The dissemination of information—facts, arguments, rumors, half-truths, or lies—to influence public opinion.
Propaganda is the more or less systematic effort to manipulate other people’s beliefs, attitudes, or actions by means of symbols (words, gestures, banners, monuments, music, clothing, insignia, hairstyles, designs on coins and postage stamps, and so forth). Deliberateness and a relatively heavy emphasis on manipulation distinguish propaganda from casual conversation or the free and easy exchange of ideas. The propagandist has a specified goal or set of goals. To achieve these he deliberately selects facts, arguments, and displays of symbols and presents them in ways he thinks will have the most effect. To maximize effect, he may omit pertinent facts or distort them, and he may try to divert the attention of the reactors (the people whom he is trying to sway) from everything but his own propaganda.

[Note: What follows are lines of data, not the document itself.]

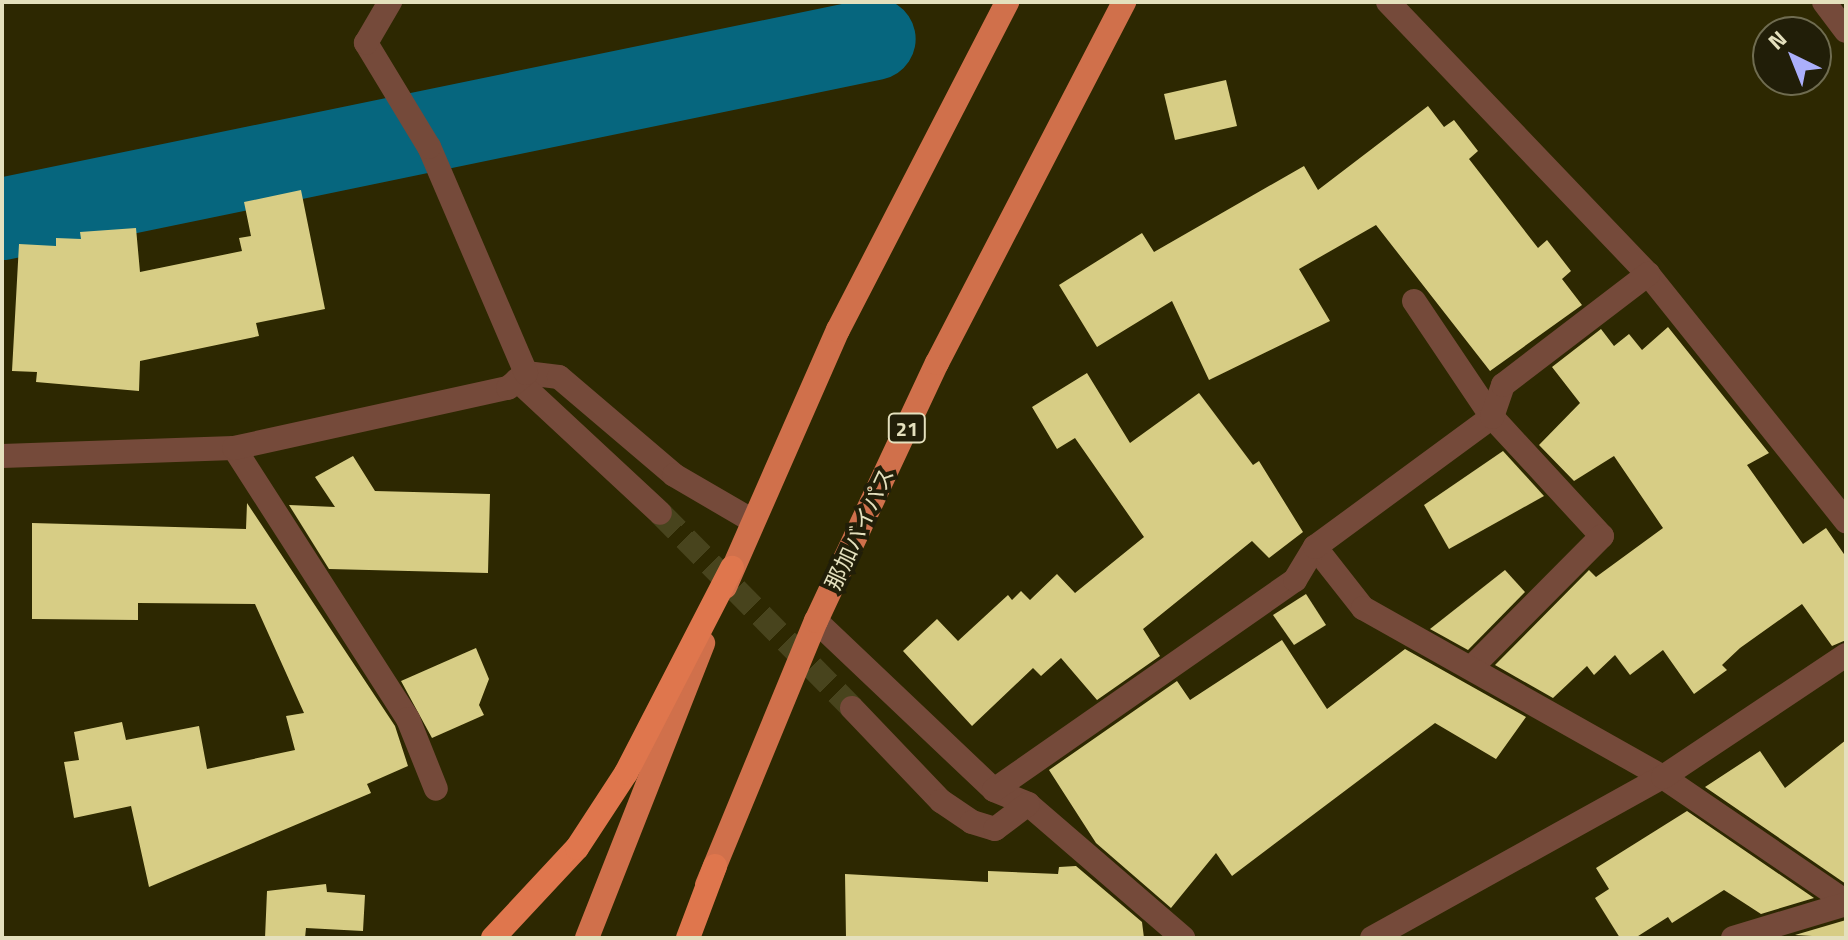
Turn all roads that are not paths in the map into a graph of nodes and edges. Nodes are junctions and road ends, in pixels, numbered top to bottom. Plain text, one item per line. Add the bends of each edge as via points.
1 (390, 2) edge
2 (1007, 2) edge
3 (1124, 2) edge
4 (1388, 2) edge
5 (1824, 2) edge
6 (1846, 31) edge
7 (1648, 274) junction
8 (1414, 301) dead end
9 (521, 376) junction
10 (1492, 417) junction
11 (234, 448) junction
12 (2, 456) edge
13 (660, 513) tunnel mouth
14 (753, 521) junction
15 (1846, 521) edge
16 (1315, 547) junction
17 (732, 568) junction
18 (816, 621) junction
19 (1846, 655) edge
20 (1471, 668) junction
21 (852, 708) tunnel mouth
22 (1663, 777) junction
23 (436, 789) dead end
24 (994, 790) junction
25 (1028, 804) junction
26 (1846, 903) edge
27 (493, 938) edge
28 (587, 938) edge
29 (686, 938) edge
30 (1183, 938) edge
31 (1372, 938) edge
32 (1735, 938) edge

1 - 9 street via 366,43 429,147
2 - 14 highway via 838,330
3 - 18 highway, 那加バイパス / 21 via 937,363
4 - 7 street
5 - 6 street
7 - 10 street via 1503,385
7 - 15 street
8 - 10 street
9 - 11 street
9 - 13 street
9 - 14 street via 559,377 674,475
10 - 16 street
10 - 20 street via 1602,536
11 - 12 street
11 - 23 street via 408,719
14 - 17 highway
16 - 20 street via 1363,608
16 - 24 street via 1295,580
17 - 27 highway via 610,798 577,848
17 - 28 highway
18 - 24 street
18 - 29 highway, 那加バイパス / 21
19 - 22 street
20 - 22 street
21 - 25 street via 941,801 972,822 995,829
22 - 26 street
22 - 31 street
24 - 25 street
25 - 30 street
26 - 32 street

Comparatively deliberate selectivity and manipulation also distinguish propaganda from education. The educator tries to present various sides of an issue—the grounds for doubting as well as the grounds for believing the statements he makes, and the disadvantages as well as the advantages of every conceivable course of action. Education aims to induce the reactor to collect and evaluate evidence for himself and assists him in learning the techniques for doing so. It must be noted, however, that a given propagandist may look upon himself as an educator, may believe that he is uttering the purest truth, that he is emphasizing or distorting certain aspects of the truth only to make a valid message more persuasive, and that the courses of action that he recommends are in fact the best actions that the reactor could take. By the same token, the reactor who regards the propagandist’s message as self-evident truth may think of it as educational; this often seems to be the case with “true believers”—dogmatic reactors to dogmatic religious or social propaganda. “Education” for one person may be “propaganda” for another.